The pictures in the data below are to be omitted; all else must be duplicated exactly.

============================================================

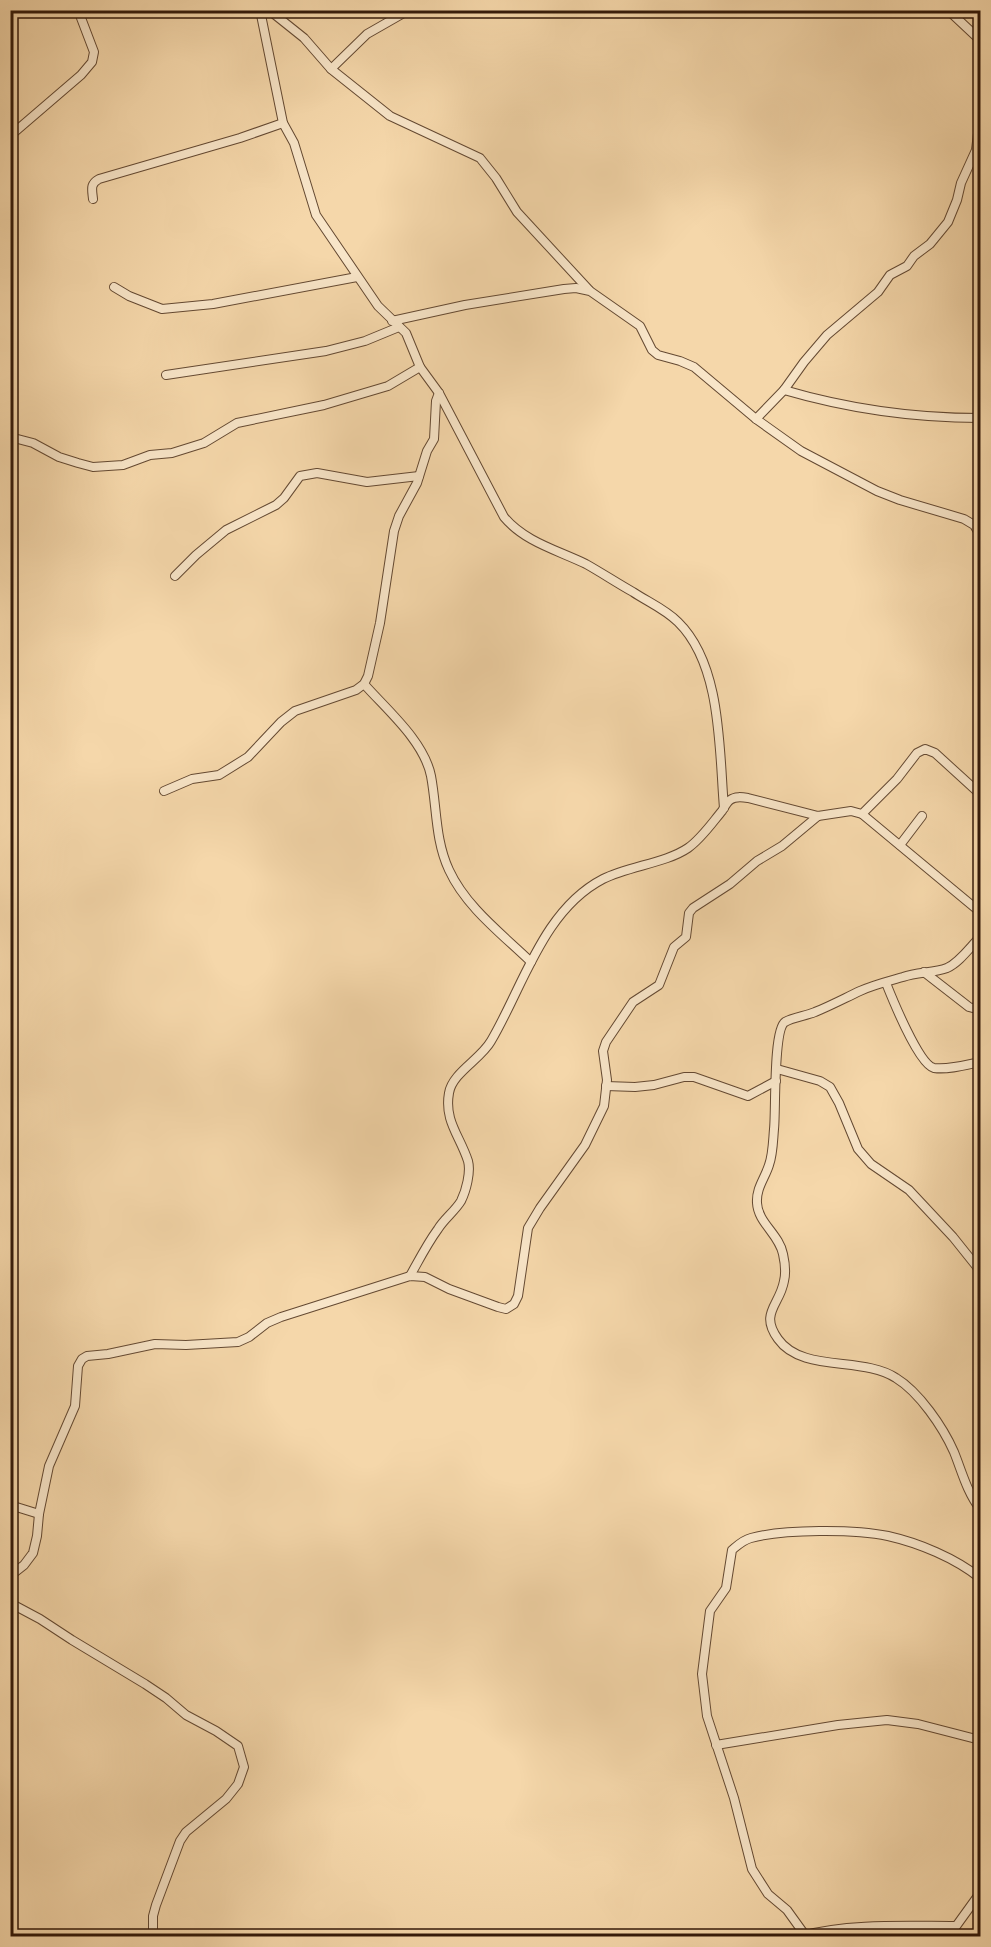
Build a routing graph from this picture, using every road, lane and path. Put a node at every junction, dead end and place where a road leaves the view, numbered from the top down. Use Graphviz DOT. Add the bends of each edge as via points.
graph roads {
  1 [pos="78,10"];
  2 [pos="260,10"];
  3 [pos="269,10"];
  4 [pos="409,10"];
  5 [pos="948,10"];
  6 [pos="981,40"];
  7 [pos="331,69"];
  8 [pos="981,117"];
  9 [pos="284,123"];
  10 [pos="10,136"];
  11 [pos="93,199"];
  12 [pos="357,277"];
  13 [pos="114,287"];
  14 [pos="590,291"];
  15 [pos="392,321"];
  16 [pos="399,327"];
  17 [pos="420,367"];
  18 [pos="166,375"];
  19 [pos="784,390"];
  20 [pos="439,393"];
  21 [pos="981,418"];
  22 [pos="756,419"];
  23 [pos="10,437"];
  24 [pos="419,476"];
  25 [pos="981,534"];
  26 [pos="175,576"];
  27 [pos="364,684"];
  28 [pos="164,790"];
  29 [pos="981,794"];
  30 [pos="724,808"];
  31 [pos="862,814"];
  32 [pos="818,816"];
  33 [pos="922,816"];
  34 [pos="900,845"];
  35 [pos="981,912"];
  36 [pos="981,937"];
  37 [pos="531,962"];
  38 [pos="924,972"];
  39 [pos="886,983"];
  40 [pos="981,1010"];
  41 [pos="981,1062"];
  42 [pos="777,1069"];
  43 [pos="776,1081"];
  44 [pos="606,1086"];
  45 [pos="981,1275"];
  46 [pos="410,1276"];
  47 [pos="10,1505"];
  48 [pos="981,1509"];
  49 [pos="39,1514"];
  50 [pos="10,1576"];
  51 [pos="981,1578"];
  52 [pos="10,1603"];
  53 [pos="981,1740"];
  54 [pos="716,1745"];
  55 [pos="981,1893"];
  56 [pos="970,1907"];
  57 [pos="981,1907"];
  58 [pos="954,1926"];
  59 [pos="153,1936"];
  60 [pos="803,1936"];
  61 [pos="949,1936"];
  1 -- 10 [label="street" via="94,52 92,62"];
  2 -- 9 [label="street"];
  3 -- 7 [label="street" via="304,38"];
  4 -- 7 [label="street" via="366,34"];
  5 -- 6 [label="street"];
  7 -- 14 [label="street" via="390,116 480,158 517,212"];
  8 -- 19 [label="street" via="976,150 948,222 907,266 890,275 878,292 822,340"];
  9 -- 11 [label="street" via="99,179 92,187"];
  9 -- 12 [label="street" via="316,215"];
  12 -- 13 [label="street" via="213,304 162,309"];
  12 -- 15 [label="street"];
  14 -- 15 [label="street" via="576,288 465,304"];
  14 -- 22 [label="street" via="640,326 658,355 694,367"];
  15 -- 16 [label="street"];
  16 -- 17 [label="street" via="406,333"];
  16 -- 18 [label="street" via="326,351"];
  17 -- 20 [label="street"];
  17 -- 23 [label="street" via="388,386 324,405 237,423 204,443 123,465 78,463"];
  19 -- 21 [label="street" via="874,410 927,417"];
  19 -- 22 [label="street"];
  20 -- 24 [label="street" via="434,439"];
  20 -- 30 [label="street" via="504,517 514,528 610,577 668,613 693,640 705,664 714,701"];
  22 -- 25 [label="street" via="782,439 845,475 900,500 964,519"];
  24 -- 26 [label="street" via="367,482 317,473 300,476 276,505 226,530"];
  24 -- 27 [label="street" via="394,531 380,623"];
  27 -- 28 [label="street" via="295,711 248,757 219,776 192,779"];
  27 -- 37 [label="street" via="425,759 441,850 466,899"];
  29 -- 31 [label="street" via="935,753 924,748"];
  30 -- 32 [label="street" via="730,800 741,797"];
  30 -- 37 [label="street" via="689,847 590,887 546,936"];
  31 -- 32 [label="street" via="850,811"];
  31 -- 34 [label="street"];
  32 -- 44 [label="street" via="689,913 686,937 671,952 659,985 633,1002 606,1042"];
  33 -- 34 [label="street"];
  34 -- 35 [label="street"];
  36 -- 38 [label="street" via="948,967"];
  37 -- 46 [label="street" via="489,1045 453,1081 449,1091 450,1123 469,1173 461,1200 438,1228"];
  38 -- 39 [label="street"];
  38 -- 40 [label="street" via="969,1007"];
  39 -- 41 [label="street" via="927,1065 942,1068"];
  39 -- 42 [label="street" via="786,1022 779,1030"];
  42 -- 43 [label="street"];
  42 -- 45 [label="street" via="830,1087 858,1149 871,1164 909,1190 953,1237"];
  43 -- 44 [label="street" via="748,1095 694,1077 635,1087"];
  43 -- 48 [label="street" via="772,1154 757,1200 761,1217 777,1238 783,1257 784,1282 770,1317 773,1332 799,1355 867,1367 900,1381 933,1414 972,1499"];
  44 -- 46 [label="street" via="604,1106 585,1145 528,1228 514,1304 506,1309 498,1307 426,1277"];
  46 -- 49 [label="street" via="281,1317 238,1342 155,1344 82,1359 75,1407 49,1467"];
  47 -- 49 [label="street"];
  49 -- 50 [label="street" via="33,1553"];
  51 -- 54 [label="street" via="940,1555 888,1536 827,1531 760,1536 740,1543 732,1550 726,1588 710,1611 705,1642 704,1694"];
  52 -- 59 [label="street" via="146,1684 238,1746 243,1757 238,1784 180,1841 156,1905"];
  53 -- 54 [label="street" via="887,1720"];
  54 -- 60 [label="street" via="752,1869 768,1894 787,1910"];
  55 -- 56 [label="street"];
  56 -- 57 [label="street"];
  56 -- 58 [label="street"];
  58 -- 60 [label="street" via="882,1926"];
  58 -- 61 [label="street"];
}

============================================================

■ WRITTEN SOLUTION ■
Build a routing graph from this picture, using every road, lane and path. Put a node at every junction, dead end and place where a road leaves the view, numbered from the top down. Use Graphviz DOT. Add the bends of each edge as via points.
graph roads {
  1 [pos="78,10"];
  2 [pos="260,10"];
  3 [pos="269,10"];
  4 [pos="409,10"];
  5 [pos="948,10"];
  6 [pos="981,40"];
  7 [pos="331,69"];
  8 [pos="981,117"];
  9 [pos="284,123"];
  10 [pos="10,136"];
  11 [pos="93,199"];
  12 [pos="357,277"];
  13 [pos="114,287"];
  14 [pos="590,291"];
  15 [pos="392,321"];
  16 [pos="399,327"];
  17 [pos="420,367"];
  18 [pos="166,375"];
  19 [pos="784,390"];
  20 [pos="439,393"];
  21 [pos="981,418"];
  22 [pos="756,419"];
  23 [pos="10,437"];
  24 [pos="419,476"];
  25 [pos="981,534"];
  26 [pos="175,576"];
  27 [pos="364,684"];
  28 [pos="164,790"];
  29 [pos="981,794"];
  30 [pos="724,808"];
  31 [pos="862,814"];
  32 [pos="818,816"];
  33 [pos="922,816"];
  34 [pos="900,845"];
  35 [pos="981,912"];
  36 [pos="981,937"];
  37 [pos="531,962"];
  38 [pos="924,972"];
  39 [pos="886,983"];
  40 [pos="981,1010"];
  41 [pos="981,1062"];
  42 [pos="777,1069"];
  43 [pos="776,1081"];
  44 [pos="606,1086"];
  45 [pos="981,1275"];
  46 [pos="410,1276"];
  47 [pos="10,1505"];
  48 [pos="981,1509"];
  49 [pos="39,1514"];
  50 [pos="10,1576"];
  51 [pos="981,1578"];
  52 [pos="10,1603"];
  53 [pos="981,1740"];
  54 [pos="716,1745"];
  55 [pos="981,1893"];
  56 [pos="970,1907"];
  57 [pos="981,1907"];
  58 [pos="954,1926"];
  59 [pos="153,1936"];
  60 [pos="803,1936"];
  61 [pos="949,1936"];
  1 -- 10 [label="street" via="94,52 92,62"];
  2 -- 9 [label="street"];
  3 -- 7 [label="street" via="304,38"];
  4 -- 7 [label="street" via="366,34"];
  5 -- 6 [label="street"];
  7 -- 14 [label="street" via="390,116 480,158 517,212"];
  8 -- 19 [label="street" via="976,150 948,222 907,266 890,275 878,292 822,340"];
  9 -- 11 [label="street" via="99,179 92,187"];
  9 -- 12 [label="street" via="316,215"];
  12 -- 13 [label="street" via="213,304 162,309"];
  12 -- 15 [label="street"];
  14 -- 15 [label="street" via="576,288 465,304"];
  14 -- 22 [label="street" via="640,326 658,355 694,367"];
  15 -- 16 [label="street"];
  16 -- 17 [label="street" via="406,333"];
  16 -- 18 [label="street" via="326,351"];
  17 -- 20 [label="street"];
  17 -- 23 [label="street" via="388,386 324,405 237,423 204,443 123,465 78,463"];
  19 -- 21 [label="street" via="874,410 927,417"];
  19 -- 22 [label="street"];
  20 -- 24 [label="street" via="434,439"];
  20 -- 30 [label="street" via="504,517 514,528 610,577 668,613 693,640 705,664 714,701"];
  22 -- 25 [label="street" via="782,439 845,475 900,500 964,519"];
  24 -- 26 [label="street" via="367,482 317,473 300,476 276,505 226,530"];
  24 -- 27 [label="street" via="394,531 380,623"];
  27 -- 28 [label="street" via="295,711 248,757 219,776 192,779"];
  27 -- 37 [label="street" via="425,759 441,850 466,899"];
  29 -- 31 [label="street" via="935,753 924,748"];
  30 -- 32 [label="street" via="730,800 741,797"];
  30 -- 37 [label="street" via="689,847 590,887 546,936"];
  31 -- 32 [label="street" via="850,811"];
  31 -- 34 [label="street"];
  32 -- 44 [label="street" via="689,913 686,937 671,952 659,985 633,1002 606,1042"];
  33 -- 34 [label="street"];
  34 -- 35 [label="street"];
  36 -- 38 [label="street" via="948,967"];
  37 -- 46 [label="street" via="489,1045 453,1081 449,1091 450,1123 469,1173 461,1200 438,1228"];
  38 -- 39 [label="street"];
  38 -- 40 [label="street" via="969,1007"];
  39 -- 41 [label="street" via="927,1065 942,1068"];
  39 -- 42 [label="street" via="786,1022 779,1030"];
  42 -- 43 [label="street"];
  42 -- 45 [label="street" via="830,1087 858,1149 871,1164 909,1190 953,1237"];
  43 -- 44 [label="street" via="748,1095 694,1077 635,1087"];
  43 -- 48 [label="street" via="772,1154 757,1200 761,1217 777,1238 783,1257 784,1282 770,1317 773,1332 799,1355 867,1367 900,1381 933,1414 972,1499"];
  44 -- 46 [label="street" via="604,1106 585,1145 528,1228 514,1304 506,1309 498,1307 426,1277"];
  46 -- 49 [label="street" via="281,1317 238,1342 155,1344 82,1359 75,1407 49,1467"];
  47 -- 49 [label="street"];
  49 -- 50 [label="street" via="33,1553"];
  51 -- 54 [label="street" via="940,1555 888,1536 827,1531 760,1536 740,1543 732,1550 726,1588 710,1611 705,1642 704,1694"];
  52 -- 59 [label="street" via="146,1684 238,1746 243,1757 238,1784 180,1841 156,1905"];
  53 -- 54 [label="street" via="887,1720"];
  54 -- 60 [label="street" via="752,1869 768,1894 787,1910"];
  55 -- 56 [label="street"];
  56 -- 57 [label="street"];
  56 -- 58 [label="street"];
  58 -- 60 [label="street" via="882,1926"];
  58 -- 61 [label="street"];
}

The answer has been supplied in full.